Description
Goal This is the first of two assignments that deal with threads and asynchrony. This assignment has three parts. In the first part you continue where you left off in Assignment 7 to write a threaded version the disk read application and to compare its performance to the other two version. Then, you implement a classic synchronization problem — Producer Consumer — using spinlocks. Finally, you re-implement the problem using monitors (aka mutexes) and condition variables (i.e., blocking locks). Groups You may do this assignment in groups of two if you like. If you do, be sure that you both contribute equally to the assignment and that you each work on every part of the assignment. Do not split up the assignment in such a way that one of you does one part and the other does another part. Keep in mind that the core benefit to you of doing the assignment is the learning that happens while you do it. Each assignment is worth only around 1.8% of your grade, but what you learn while doing the assignment goes a long way to determining the other 85%. If you choose to do the entire assignment with a partner, submit one solution via handin and list both of your names, student numbers, and computer-science login ids in the README file. Alternatively, you can also choose to collaborate with another student for a portion of the assignment and have your work marked individually. Do do this, simply submit your own version via handin and list the other student as a collaborator in your README file. Just don’t do this if you and your partner are turning in identical solutions, as we would like to realize marking efficiency where possible. You may have at most one collaborator for the assignment; i.e., you can not collaborate with one student for one part of the assignment and another student for another part. Provided Code Most of the code you need for this assignment was provided with Assignment 7. The additional code provided for this assignment is available in a zip file at the url www.ugrad.cs.ubc.ca/~cs213/cur/Assignments/a8/code.zip It contains the following new files:
• tRead.c • uthread_mutex_cond.[ch] • pc_nosync.c • uthread.[ch], uthread_util.h (also included with Assignment 7) Part 1: Threads and Synchronous Reads Starting from where you left off in Assignment 7, open the new file tRead.c in an editor and examine it carefully. Compare this version to both of the other versions on worked on in Assignment 7 (i.e., sRead.c and aRead.c).

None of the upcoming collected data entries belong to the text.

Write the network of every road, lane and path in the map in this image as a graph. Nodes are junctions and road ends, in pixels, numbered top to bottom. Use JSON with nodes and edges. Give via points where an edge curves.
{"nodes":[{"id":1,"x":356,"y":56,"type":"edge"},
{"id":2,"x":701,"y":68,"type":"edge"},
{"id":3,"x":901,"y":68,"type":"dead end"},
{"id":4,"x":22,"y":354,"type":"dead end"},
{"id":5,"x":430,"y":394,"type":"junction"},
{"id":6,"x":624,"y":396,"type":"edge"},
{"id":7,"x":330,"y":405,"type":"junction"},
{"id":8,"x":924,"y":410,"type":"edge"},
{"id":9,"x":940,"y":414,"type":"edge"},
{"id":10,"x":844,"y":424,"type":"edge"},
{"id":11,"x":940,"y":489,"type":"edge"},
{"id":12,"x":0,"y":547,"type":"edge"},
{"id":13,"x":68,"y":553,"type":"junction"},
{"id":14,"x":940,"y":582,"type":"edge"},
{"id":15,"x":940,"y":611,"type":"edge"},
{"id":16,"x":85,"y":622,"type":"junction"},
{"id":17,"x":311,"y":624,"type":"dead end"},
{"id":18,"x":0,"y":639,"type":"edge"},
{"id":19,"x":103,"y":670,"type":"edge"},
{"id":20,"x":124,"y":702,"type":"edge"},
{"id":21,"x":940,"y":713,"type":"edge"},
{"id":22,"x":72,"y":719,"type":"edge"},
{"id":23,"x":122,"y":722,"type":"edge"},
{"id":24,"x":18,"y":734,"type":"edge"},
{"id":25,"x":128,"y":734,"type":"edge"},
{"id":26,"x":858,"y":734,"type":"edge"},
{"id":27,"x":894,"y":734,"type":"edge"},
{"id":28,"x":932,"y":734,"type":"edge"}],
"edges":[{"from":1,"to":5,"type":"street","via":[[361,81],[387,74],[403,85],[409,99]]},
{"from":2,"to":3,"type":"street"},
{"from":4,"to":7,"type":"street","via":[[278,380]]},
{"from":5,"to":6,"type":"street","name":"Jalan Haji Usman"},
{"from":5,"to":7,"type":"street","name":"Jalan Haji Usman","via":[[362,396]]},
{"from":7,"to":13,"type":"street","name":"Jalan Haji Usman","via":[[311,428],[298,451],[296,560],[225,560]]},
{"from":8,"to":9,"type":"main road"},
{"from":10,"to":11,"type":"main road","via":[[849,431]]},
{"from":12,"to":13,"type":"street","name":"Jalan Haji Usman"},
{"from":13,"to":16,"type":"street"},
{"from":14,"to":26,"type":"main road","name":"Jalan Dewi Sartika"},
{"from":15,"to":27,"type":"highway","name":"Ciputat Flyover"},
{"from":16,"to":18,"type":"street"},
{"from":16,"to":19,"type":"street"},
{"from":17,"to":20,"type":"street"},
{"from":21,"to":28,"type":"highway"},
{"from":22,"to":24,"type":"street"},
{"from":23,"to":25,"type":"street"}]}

The goal in this new version is to read and handle disk blocks sequentially in a manner similar to sRead but to do so using threads to get performance similar to aRead. Thus, the reading and handling of a single disk block must be done in the procedure called readAndHandleBlock. That is, this procedures must schedule the disk read, stop its thread to wait for the disk, then when awoken, process the read by calling handleRead, which of course in this case doesn’t do anything interesting, but in a real program would be where you used the data you just got from the disk (e.g., file). Compile and test your program. To compile, you can use the Makefile from Assignment 7 by modifying it to add this line: tRead: tRead.o disk.o uthread.o queue.o Or you can compile from the command line (assuming all .c files are in your current working directory) by typing: gcc -o tRead tRead.c disk.c uthread.c queue.c -lpthread Evaluate this version as you did the other two. Compare their performance and record your data and observations in README.txt. One additional thing. Compare both the elapsed time (as you have previous) and the system time of aRead and tRead. If there is a significant difference note it. You are not expected to be able to explain this difference, but try if you like (no marks off for not trying or for getting it wrong). All of this is QUESTION 1. Here are some additional notes to help you with the implementation. Hints: Creating and Joining with Threads in Run You should create a separate thread for each call to readAndHandleBlock using: uthread_create (void* (*start_proc)(void*), void* start_arg) Note that the start procedure takes only one argument of type void* but read takes three arguments. So, you will probably need to create a struct that stores these arguments. One hard thing about using threads (or even-driven programming) is keeping in mind that some things aren’t sequential anymore. Every thread can run in parallel. The call to create a thread returns immediately, before the thread it creates starts. And so, if you create an object to store the
arguments for one thread, be sure to create a separate object for every thread you create. A common mistake is to create a single object and to change its value for each call, something like this. int i; for (i=0; i<4; i++) uthread_create (foo, &i); Now, this does call foo four times, but you probably wanted the parallel equivalent of this: foo (0); foo (1); foo (2); foo (3); But you got this: foo (4); foo (4); foo (4); foo (4); The explanation of this behaviour is that the argument to foo is a pointer to the variable i and i will have the value of 4 when the loop terminates. Now, I’m also assuming in this example that the procedure that creates the threads also joins with them. If it doesn’t and instead returns before the threads have finished, passing a pointer to a local variable in this way creates dangling pointers to the variable in each of the threads, because they now have a pointer to a variable in the stack frame of returned procedure. The same is true for the buffer (buf) into which each disk read copies its data. Be sure to use a separate buf for every thread that might run concurrently. If you dynamically allocate objects with malloc you must ensure that you free them explicitly at the right time by calling free. Another thing to note about run is that it joins with all of the threads it creates, thus returning only after all of them have finished. This step is necessary to keep the program from terminating before all of its threads have; returning from main terminates the program. For run to be able to join with these threads, it must have a pointer to each of them. This pointer is the value returned by uthread_create. Hints: Blocking and Unblocking Threads A thread can block itself at any time by calling uthread_block. Another thread can wakeup a blocked thread (t) by calling uthread_unblock(t). Recall that you will need to block threads after they call disk_scheduleRead and before they call handleRead. And that this blocked thread should be awoken when the disk read on which it is waiting has completed.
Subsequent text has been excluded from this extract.